▸ Exercise: Provide the number of lines of the records that include "adjacency", with no other content.

Collected data entries:

____________

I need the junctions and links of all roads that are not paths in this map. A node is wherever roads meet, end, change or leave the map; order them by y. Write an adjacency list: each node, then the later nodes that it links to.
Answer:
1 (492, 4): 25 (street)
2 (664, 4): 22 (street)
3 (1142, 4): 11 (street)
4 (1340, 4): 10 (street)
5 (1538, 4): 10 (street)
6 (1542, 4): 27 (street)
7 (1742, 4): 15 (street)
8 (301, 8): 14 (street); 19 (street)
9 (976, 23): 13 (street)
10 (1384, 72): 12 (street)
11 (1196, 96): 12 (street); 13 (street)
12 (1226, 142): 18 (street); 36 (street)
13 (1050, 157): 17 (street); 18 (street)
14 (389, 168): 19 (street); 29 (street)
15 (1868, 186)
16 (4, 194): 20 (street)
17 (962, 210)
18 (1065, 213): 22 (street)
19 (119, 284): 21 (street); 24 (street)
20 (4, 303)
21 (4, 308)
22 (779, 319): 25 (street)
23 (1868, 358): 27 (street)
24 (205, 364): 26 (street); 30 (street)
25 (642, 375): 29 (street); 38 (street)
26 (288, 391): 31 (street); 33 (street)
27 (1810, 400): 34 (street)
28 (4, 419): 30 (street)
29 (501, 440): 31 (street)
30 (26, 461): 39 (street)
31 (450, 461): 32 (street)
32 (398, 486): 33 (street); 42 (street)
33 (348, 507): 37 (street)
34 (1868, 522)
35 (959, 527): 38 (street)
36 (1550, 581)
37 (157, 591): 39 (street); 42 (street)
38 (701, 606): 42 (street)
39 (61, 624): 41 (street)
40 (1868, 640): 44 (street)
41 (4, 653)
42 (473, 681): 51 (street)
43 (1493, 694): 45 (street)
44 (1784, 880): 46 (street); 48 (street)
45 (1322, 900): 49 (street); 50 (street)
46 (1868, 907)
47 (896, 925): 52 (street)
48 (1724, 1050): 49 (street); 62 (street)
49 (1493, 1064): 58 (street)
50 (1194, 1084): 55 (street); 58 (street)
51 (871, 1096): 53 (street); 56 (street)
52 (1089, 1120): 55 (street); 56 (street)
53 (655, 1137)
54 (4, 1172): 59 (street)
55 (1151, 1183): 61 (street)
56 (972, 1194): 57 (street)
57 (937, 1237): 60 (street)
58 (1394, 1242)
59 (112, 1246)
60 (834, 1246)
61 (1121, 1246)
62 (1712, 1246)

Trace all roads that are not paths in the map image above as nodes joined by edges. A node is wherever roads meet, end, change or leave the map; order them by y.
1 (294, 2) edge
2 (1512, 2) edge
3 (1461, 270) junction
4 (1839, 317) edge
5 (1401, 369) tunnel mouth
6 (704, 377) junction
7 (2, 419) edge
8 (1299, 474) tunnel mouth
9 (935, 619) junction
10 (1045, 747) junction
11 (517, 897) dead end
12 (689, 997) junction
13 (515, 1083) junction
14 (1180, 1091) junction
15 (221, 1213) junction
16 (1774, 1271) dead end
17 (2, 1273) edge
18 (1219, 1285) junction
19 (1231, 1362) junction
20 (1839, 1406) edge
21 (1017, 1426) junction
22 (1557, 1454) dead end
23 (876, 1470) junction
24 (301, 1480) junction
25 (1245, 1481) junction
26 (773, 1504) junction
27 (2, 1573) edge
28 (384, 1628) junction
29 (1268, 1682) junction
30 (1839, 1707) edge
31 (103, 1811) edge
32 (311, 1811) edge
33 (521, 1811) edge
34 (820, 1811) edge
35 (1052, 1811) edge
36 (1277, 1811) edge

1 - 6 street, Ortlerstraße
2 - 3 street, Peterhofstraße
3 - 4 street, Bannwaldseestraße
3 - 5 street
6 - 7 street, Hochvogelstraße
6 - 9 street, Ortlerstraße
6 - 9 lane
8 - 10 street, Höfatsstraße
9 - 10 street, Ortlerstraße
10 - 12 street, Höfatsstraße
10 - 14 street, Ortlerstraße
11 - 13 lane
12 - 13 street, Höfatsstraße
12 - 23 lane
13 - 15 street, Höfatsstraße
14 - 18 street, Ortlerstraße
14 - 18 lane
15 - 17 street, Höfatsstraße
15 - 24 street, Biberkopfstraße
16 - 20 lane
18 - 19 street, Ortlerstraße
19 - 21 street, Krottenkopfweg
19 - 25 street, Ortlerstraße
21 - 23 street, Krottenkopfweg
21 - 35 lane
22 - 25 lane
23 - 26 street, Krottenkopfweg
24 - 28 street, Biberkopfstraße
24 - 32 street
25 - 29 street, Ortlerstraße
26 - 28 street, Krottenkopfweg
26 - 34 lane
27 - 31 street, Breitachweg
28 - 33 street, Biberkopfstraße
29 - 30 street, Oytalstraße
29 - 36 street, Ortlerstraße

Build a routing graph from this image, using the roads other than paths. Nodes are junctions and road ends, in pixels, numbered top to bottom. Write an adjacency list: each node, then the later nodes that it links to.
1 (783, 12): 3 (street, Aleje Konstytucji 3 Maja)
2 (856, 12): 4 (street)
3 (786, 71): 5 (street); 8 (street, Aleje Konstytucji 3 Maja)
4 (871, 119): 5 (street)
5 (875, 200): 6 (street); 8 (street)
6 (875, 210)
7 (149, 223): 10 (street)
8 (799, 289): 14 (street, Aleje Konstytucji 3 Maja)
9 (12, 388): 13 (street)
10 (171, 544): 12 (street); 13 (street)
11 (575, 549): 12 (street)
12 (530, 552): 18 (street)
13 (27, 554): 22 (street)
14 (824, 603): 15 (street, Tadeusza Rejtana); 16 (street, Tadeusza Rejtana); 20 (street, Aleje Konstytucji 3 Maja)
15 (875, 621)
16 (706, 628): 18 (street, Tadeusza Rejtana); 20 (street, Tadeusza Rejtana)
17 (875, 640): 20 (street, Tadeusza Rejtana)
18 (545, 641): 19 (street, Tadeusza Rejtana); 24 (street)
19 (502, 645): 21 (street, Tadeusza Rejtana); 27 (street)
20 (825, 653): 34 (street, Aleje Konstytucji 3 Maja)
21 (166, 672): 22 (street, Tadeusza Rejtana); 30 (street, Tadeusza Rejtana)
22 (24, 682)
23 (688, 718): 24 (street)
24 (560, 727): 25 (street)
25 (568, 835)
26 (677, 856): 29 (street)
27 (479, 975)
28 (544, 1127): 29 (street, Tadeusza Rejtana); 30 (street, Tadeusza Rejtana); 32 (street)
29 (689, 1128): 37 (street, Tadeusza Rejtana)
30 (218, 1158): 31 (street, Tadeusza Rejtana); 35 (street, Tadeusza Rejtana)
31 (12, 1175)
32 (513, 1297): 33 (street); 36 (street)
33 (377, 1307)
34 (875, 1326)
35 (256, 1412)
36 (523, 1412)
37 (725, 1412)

____________

▸ Answer to the exercise: 2